Dr. Voyageur is Musgamagw Dzawada’enuxw from Kingcome Inlet. She is a fluent speaker of Kwakwala, an active matriarch in Kwakwaka’wakw culture and traditions, and has dedicated more than five decades to improving the health of Indigenous Peoples through nursing. Her work has included community health, hospital care, nursing education, cultural safety, and support for former residential school students.
In 2003, Dr. Voyageur became the first Indigenous nurse to receive Health Canada’s First Nations and Inuit Health Branch Award of Excellence in Nursing. The Canadian Indigenous Nurses Association notes that this award recognized dedication, initiative, and excellence among nurses working with First Nations and Inuit communities to improve Indigenous health.
But the heart of her story is not only in the awards. It is in the way she has carried culture into care.
Dr. Voyageur’s life and work remind us that Indigenous health cannot be understood through Western systems alone. For Indigenous Peoples, wellness has always been more than the absence of illness. It is spiritual, emotional, physical, and mental. It is tied to land, language, kinship, ceremony, food, memory, safety, and belonging. It is carried by families and Nations. It is taught through stories, songs, practice, responsibility, and presence.
That understanding matters because health care systems have often treated Indigenous people as problems to be managed, rather than people and Nations with their own knowledge, laws, medicines, and ways of healing. Cultural safety asks something different. It asks health care workers and institutions to recognize power, racism, colonial harm, and the lived experience of the person receiving care. It asks whether the patient feels respected, safe, heard, and seen.
Dr. Voyageur’s work has helped bring that understanding into nursing education and health systems.
She has been active in the Canadian Indigenous Nurses Association, formerly the Aboriginal Nurses Association of Canada, since 1980, and has served in leadership roles, including as president. She also founded the Native and Inuit Nurses Association of B.C. in the early 1980s to support education and better care for people working with First Nations communities.

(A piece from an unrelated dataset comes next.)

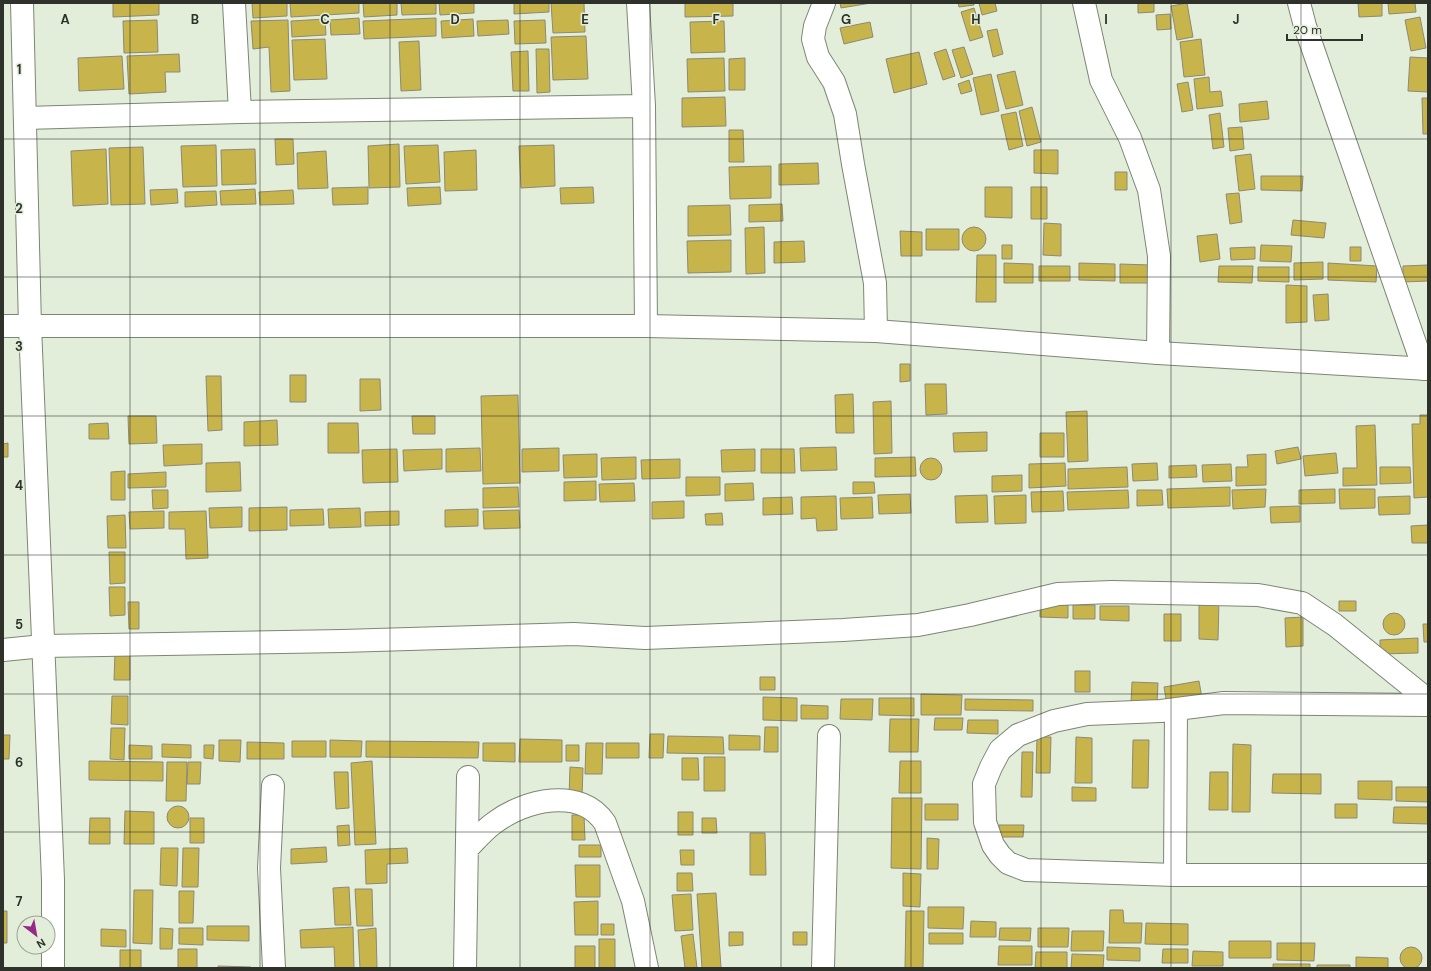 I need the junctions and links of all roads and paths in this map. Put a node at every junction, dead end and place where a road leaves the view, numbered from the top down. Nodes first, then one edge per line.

Her leadership has also reached into the design of culturally safe health care spaces. Island Health has recognized her role in creating culturally safe and inclusive environments at new hospital campuses, including Gathering Places for ceremony and quiet reflection, and policies around the use of those rooms.
That may sound like a small thing to someone who has always felt safe in a hospital.
But for Indigenous families, a room for ceremony can mean everything. It can mean a place to pray. A place to sit with grief. A place to hold silence. A place where culture is not treated as an inconvenience. A place where spirit is not pushed outside the doors of care.
Dr. Voyageur’s story reminds us that Indigenous Nurses do not simply provide care inside existing systems. They change the meaning of care. They ask who the space was built for. They ask who feels welcome. They ask whose language is heard, whose medicines are respected, whose grief is understood, whose family is included, whose teachings are allowed to enter the room.
She has also helped open pathways for future Indigenous Nurses. That work is sacred in its own way. Every Indigenous student who sees someone like Dr. Voyageur standing in the profession sees possibility. Every classroom shaped by cultural safety becomes a little more prepared to serve Indigenous patients with dignity. Every health program grounded in community knowledge becomes a reminder that care should never be imposed from the outside without listening to the people it is meant to serve.
Today, Grandmother’s Voice honours Dr. Evelyn Voyageur for her leadership, her teaching, her advocacy, and her commitment to Indigenous wellness.
We honour the Nurses who do not only work within health care systems, but transform them.
We honour the ones who remind us that care is strongest when it is rooted in culture, guided by community, and accountable to the people.